Je soutiens que l'utilisation de ces termes "en relation avec" est vague, problématique et susceptible de nombreuses interprétations et erreurs d'interprétation. En somme, ces ambiguïtés déclenchent le besoin de lancer une conversation sur le crime international de persécution, en particulier la persécution de chercheurs et d'universitaires, et sa place dans le droit pénal international. S'agit-il d'un crime international indépendant sans lien avec d'autres crimes ?Si je devais donner au texte de la loi son sens ou son interprétation ordinaire, la persécution en tant que crime contre l'humanité est un crime international indépendant sans qu'il soit nécessaire d'exiger un lien. À ma connaissance, l'exigence de lien n'a aucun fondement en droit international et n'a été qu'un filtre juridictionnel par les rédacteurs du texte.

Des spécialistes comme le professeur Gerhard Werle, dans la deuxième édition de son ouvrage intitulé Principles of International Criminal Law, ont expliqué que "l'exigence d'un lien était destinée à tenir compte des préoccupations relatives à l'ampleur du crime de persécution.Avec cette conception accessorielle, le Statut de la CPI est en retard sur le droit international coutumier, puisque le crime de persécution, comme les crimes contre l'humanité, est devenu un crime indépendant".

Les universitaires et les chercheurs appartiennent à un groupe identifiable ou à une collectivité en raison de leurs travaux.
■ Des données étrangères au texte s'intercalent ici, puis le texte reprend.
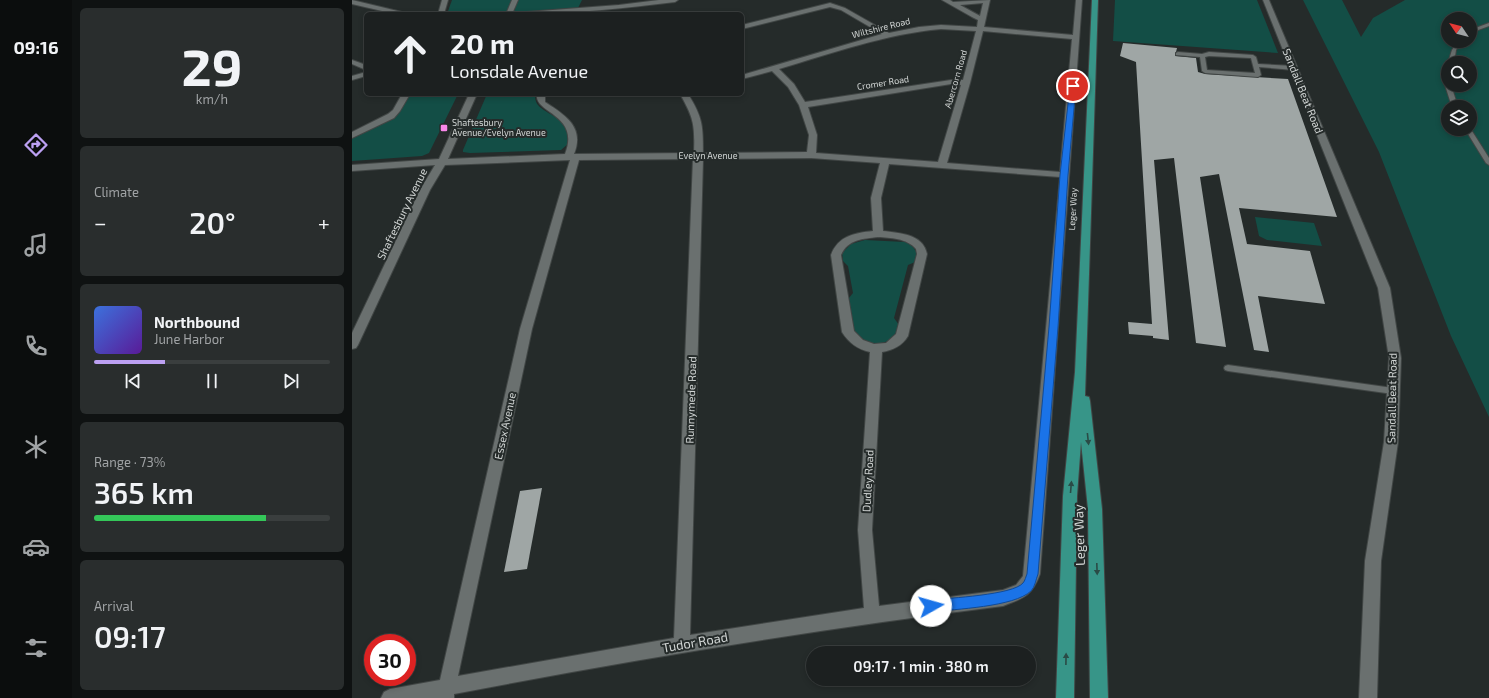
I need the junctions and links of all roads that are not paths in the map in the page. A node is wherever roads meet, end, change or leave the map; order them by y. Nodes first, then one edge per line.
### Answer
1 (445, 0) edge
2 (515, 0) edge
3 (588, 0) edge
4 (675, 0) edge
5 (945, 0) edge
6 (987, 0) edge
7 (1079, 0) edge
8 (1095, 0) edge
9 (1266, 0) edge
10 (352, 2) edge
11 (953, 4) junction
12 (585, 10) junction
13 (395, 12) edge
14 (442, 12) edge
15 (510, 12) edge
16 (556, 12) edge
17 (983, 19) junction
18 (1489, 24) edge
19 (744, 26) edge
20 (980, 29) junction
21 (1477, 29) edge
22 (888, 35) junction
23 (1076, 37) junction
24 (1178, 54) dead end
25 (1202, 56) junction
26 (352, 62) edge
27 (1256, 65) junction
28 (364, 67) edge
29 (774, 68) junction
30 (1294, 68) junction
31 (364, 75) edge
32 (744, 76) edge
33 (352, 78) edge
34 (966, 83) junction
35 (405, 96) edge
36 (472, 96) edge
37 (540, 96) edge
38 (685, 96) edge
39 (803, 105) junction
40 (352, 135) edge
41 (1472, 136) edge
42 (811, 155) junction
43 (698, 156) junction
44 (571, 157) junction
45 (885, 160) junction
46 (442, 162) junction
47 (1489, 163) edge
48 (942, 164) junction
49 (352, 168) edge
50 (1064, 175) junction
51 (878, 234) junction
52 (352, 345) edge
53 (876, 348) junction
54 (1228, 368) dead end
55 (1081, 372) junction
56 (1393, 391) junction
57 (872, 613) junction
58 (682, 644) junction
59 (447, 692) edge
60 (390, 698) edge
61 (1065, 698) edge
62 (1100, 698) edge
63 (1368, 698) edge

1 - 14 street
2 - 15 street
3 - 12 street
4 - 12 street
5 - 11 street
6 - 11 street
6 - 17 street, Abercorn Road
7 - 23 street, Tudor Road
8 - 55 highway, Leger Way
9 - 30 street, Sandall Beat Road
10 - 13 street
11 - 17 street
12 - 16 street
17 - 20 street, Abercorn Road
18 - 21 lane
19 - 22 street
20 - 22 street, Wiltshire Road
20 - 23 street, Wiltshire Road
20 - 34 street, Abercorn Road
22 - 29 street, Wiltshire Road
23 - 50 street, Tudor Road
24 - 25 lane
25 - 27 lane
25 - 27 lane
26 - 28 street
27 - 30 lane
29 - 32 street, Wiltshire Road
29 - 39 street
30 - 56 street, Sandall Beat Road
31 - 33 street
34 - 39 street, Cromer Road
34 - 48 street, Abercorn Road
35 - 40 street
36 - 46 street, Shaftesbury Avenue
37 - 44 street, Essex Avenue
38 - 43 street, Runnymede Road
39 - 42 street
41 - 47 lane
42 - 43 street, Evelyn Avenue
42 - 45 street, Evelyn Avenue
43 - 44 street, Evelyn Avenue
43 - 58 street, Runnymede Road
44 - 46 street, Evelyn Avenue
44 - 59 street, Essex Avenue
45 - 48 street, Evelyn Avenue
45 - 51 street
46 - 49 street, Evelyn Avenue
46 - 52 street, Shaftesbury Avenue
48 - 50 street, Evelyn Avenue
50 - 57 street, Tudor Road
51 - 53 street
51 - 53 street
53 - 57 street, Dudley Road
54 - 56 lane
61 -> 55 highway, Leger Way
55 -> 62 highway, Leger Way
56 - 63 street, Sandall Beat Road
57 - 58 street, Tudor Road
58 - 59 street, Tudor Road
59 - 60 street, Tudor Road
Les auteurs, en particulier les régimes répressifs et dictatoriaux, visent cette ou ces personnes en raison de leur identité en tant que groupe. Les auteurs privent souvent gravement, en violation du droit international, une ou plusieurs personnes de leurs droits fondamentaux. Il est important de noter que le crime de persécution en tant que crime contre l'humanité n'est pas une question de nombre, le texte des éléments des crimes utilise le mot " ".personne ou personnes". En Turquie en 2016 ,environ 23 400 universitaires étaient persécutés par les autorités turques. En Ouganda, en décembre 2018, le Dr Stella Nyanzi a été arrêtée et 45 universitaires de l'université de Makerere ont été licenciés sans procédure régulière. L'émergence effrayante de la persécution académique à travers le monde doit être considérée dans une perspective de justice pénale internationale.

En somme, la travaux préparatoires entre les délégués gouvernementaux au cours des négociations du Statut de la CPI montre clairement que l'exigence de connexion n'était qu'une clause de compromis et un simple filtre juridictionnel. Je pense que l'exigence d'un lien avec d'autres crimes a simplement été utilisée comme un filtre juridictionnel, compte tenu de la portée de la persécution en tant que crime international. Le domaine non résolu du droit pénal international tend souvent à créer de nouveaux groupes d'intérêt qui devraient faire l'objet d'une interrogation académique plus approfondie. La nécessité de lancer une conversation sur la persécution académique en tant que crime international n'est pas seulement nécessaire, elle est aussi opportune.

Samuel Matsiko est chargé de recherche au Centre d'Amsterdam pour les réparations de guerre et chercheur en début de carrière dans le cadre du programme européen Cost Action"Justice360-Global Atrocity Justice Constellations ".